>>
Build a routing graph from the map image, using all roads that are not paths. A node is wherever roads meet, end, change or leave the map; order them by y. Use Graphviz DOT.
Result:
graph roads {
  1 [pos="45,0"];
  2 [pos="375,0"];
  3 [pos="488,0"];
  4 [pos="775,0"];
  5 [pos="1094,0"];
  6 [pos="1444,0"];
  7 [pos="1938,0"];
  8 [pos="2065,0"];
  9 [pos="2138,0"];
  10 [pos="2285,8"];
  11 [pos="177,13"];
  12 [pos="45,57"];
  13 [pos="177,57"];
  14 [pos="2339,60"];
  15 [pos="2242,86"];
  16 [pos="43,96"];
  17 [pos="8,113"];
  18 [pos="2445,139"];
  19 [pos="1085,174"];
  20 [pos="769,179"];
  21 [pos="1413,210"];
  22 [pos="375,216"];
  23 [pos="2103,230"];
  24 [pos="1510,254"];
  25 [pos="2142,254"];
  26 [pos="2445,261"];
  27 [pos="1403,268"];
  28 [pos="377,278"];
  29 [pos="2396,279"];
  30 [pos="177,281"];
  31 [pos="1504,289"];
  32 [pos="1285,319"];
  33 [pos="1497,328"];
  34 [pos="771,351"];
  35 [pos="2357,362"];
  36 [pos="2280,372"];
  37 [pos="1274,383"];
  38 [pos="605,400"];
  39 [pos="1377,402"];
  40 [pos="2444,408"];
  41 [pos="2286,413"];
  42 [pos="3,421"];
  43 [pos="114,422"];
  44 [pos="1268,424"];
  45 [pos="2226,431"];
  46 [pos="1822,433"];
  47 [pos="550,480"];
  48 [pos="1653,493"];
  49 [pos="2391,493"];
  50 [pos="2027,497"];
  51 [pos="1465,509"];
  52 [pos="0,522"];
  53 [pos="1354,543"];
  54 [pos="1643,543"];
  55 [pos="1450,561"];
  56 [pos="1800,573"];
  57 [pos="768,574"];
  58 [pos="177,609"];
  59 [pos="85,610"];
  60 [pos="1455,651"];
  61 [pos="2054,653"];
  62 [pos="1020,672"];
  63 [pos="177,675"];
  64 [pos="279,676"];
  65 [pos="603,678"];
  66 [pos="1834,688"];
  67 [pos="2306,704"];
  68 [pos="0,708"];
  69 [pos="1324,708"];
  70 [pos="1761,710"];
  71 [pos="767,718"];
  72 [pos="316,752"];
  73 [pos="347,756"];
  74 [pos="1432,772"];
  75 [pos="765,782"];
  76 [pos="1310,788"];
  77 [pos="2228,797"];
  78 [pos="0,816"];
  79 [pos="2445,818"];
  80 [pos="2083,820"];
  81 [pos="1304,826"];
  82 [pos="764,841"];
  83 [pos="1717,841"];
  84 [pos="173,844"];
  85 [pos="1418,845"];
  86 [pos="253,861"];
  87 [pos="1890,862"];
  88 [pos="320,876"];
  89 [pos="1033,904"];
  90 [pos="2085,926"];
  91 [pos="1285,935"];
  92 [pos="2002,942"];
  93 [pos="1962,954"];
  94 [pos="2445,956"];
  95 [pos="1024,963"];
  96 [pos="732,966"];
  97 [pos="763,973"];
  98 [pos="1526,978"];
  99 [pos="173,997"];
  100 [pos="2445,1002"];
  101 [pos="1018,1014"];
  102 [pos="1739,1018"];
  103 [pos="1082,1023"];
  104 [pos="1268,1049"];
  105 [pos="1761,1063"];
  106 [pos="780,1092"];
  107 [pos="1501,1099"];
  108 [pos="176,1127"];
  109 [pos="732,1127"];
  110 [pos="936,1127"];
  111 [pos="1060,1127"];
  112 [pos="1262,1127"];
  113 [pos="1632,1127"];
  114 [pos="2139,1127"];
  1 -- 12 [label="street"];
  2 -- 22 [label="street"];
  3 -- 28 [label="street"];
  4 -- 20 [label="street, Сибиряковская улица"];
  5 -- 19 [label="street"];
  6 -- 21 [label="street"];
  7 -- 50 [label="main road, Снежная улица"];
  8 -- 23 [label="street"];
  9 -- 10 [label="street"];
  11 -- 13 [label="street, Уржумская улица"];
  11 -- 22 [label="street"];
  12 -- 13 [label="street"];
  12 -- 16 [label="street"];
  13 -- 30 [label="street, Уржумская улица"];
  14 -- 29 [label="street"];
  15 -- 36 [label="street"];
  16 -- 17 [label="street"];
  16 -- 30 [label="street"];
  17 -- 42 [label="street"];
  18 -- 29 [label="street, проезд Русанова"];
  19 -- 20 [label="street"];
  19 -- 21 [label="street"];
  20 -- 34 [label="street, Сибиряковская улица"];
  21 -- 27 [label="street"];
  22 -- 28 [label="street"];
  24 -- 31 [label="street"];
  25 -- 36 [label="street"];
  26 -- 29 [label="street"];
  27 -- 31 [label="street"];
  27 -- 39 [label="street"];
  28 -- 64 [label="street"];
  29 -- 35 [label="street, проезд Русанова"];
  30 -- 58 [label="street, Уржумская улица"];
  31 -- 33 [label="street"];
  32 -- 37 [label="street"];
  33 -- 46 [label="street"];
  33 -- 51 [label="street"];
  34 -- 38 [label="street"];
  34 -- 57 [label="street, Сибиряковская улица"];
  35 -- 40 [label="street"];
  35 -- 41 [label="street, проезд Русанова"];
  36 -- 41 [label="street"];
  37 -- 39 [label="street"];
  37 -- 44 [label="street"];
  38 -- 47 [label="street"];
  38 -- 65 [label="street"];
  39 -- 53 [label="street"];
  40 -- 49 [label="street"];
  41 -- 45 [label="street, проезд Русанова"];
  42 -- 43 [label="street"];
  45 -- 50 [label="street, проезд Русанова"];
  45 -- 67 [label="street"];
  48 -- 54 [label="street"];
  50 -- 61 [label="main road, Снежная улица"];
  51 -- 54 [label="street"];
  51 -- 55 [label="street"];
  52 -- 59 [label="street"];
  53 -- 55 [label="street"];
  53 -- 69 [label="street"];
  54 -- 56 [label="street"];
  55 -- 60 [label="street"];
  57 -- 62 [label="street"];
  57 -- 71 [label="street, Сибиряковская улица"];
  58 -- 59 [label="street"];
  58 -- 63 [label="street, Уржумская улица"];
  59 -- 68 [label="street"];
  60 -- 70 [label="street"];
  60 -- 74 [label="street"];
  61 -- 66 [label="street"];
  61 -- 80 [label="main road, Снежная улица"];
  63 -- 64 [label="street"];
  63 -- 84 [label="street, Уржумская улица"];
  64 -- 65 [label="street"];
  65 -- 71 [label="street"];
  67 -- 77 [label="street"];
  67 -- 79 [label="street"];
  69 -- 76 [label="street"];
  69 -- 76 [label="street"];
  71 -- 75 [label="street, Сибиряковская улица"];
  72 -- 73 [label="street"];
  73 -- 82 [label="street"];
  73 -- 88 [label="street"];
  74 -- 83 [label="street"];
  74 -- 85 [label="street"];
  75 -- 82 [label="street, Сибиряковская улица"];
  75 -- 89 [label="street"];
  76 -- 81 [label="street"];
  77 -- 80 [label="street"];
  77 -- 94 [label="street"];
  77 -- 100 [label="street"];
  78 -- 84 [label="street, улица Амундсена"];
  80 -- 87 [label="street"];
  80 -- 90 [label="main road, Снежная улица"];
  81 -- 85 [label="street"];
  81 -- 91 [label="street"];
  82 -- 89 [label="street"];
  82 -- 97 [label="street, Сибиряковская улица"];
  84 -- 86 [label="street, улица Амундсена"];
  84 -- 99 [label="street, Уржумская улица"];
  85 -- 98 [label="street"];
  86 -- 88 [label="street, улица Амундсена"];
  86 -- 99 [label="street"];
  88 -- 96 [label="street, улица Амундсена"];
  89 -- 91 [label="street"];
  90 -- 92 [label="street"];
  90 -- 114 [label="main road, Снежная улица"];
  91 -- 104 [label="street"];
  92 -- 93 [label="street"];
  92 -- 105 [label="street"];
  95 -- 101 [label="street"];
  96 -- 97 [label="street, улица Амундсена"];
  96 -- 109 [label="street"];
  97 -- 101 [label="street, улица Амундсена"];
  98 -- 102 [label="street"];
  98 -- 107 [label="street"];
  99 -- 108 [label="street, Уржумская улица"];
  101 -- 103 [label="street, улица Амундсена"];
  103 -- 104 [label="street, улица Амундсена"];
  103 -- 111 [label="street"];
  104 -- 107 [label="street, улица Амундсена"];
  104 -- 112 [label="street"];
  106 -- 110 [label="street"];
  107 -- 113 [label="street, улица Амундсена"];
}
<<
Return, from the data, each line that has the word "Сибиряковская" in it.

> [Response area]:
  4 -- 20 [label="street, Сибиряковская улица"];
  20 -- 34 [label="street, Сибиряковская улица"];
  34 -- 57 [label="street, Сибиряковская улица"];
  57 -- 71 [label="street, Сибиряковская улица"];
  71 -- 75 [label="street, Сибиряковская улица"];
  75 -- 82 [label="street, Сибиряковская улица"];
  82 -- 97 [label="street, Сибиряковская улица"];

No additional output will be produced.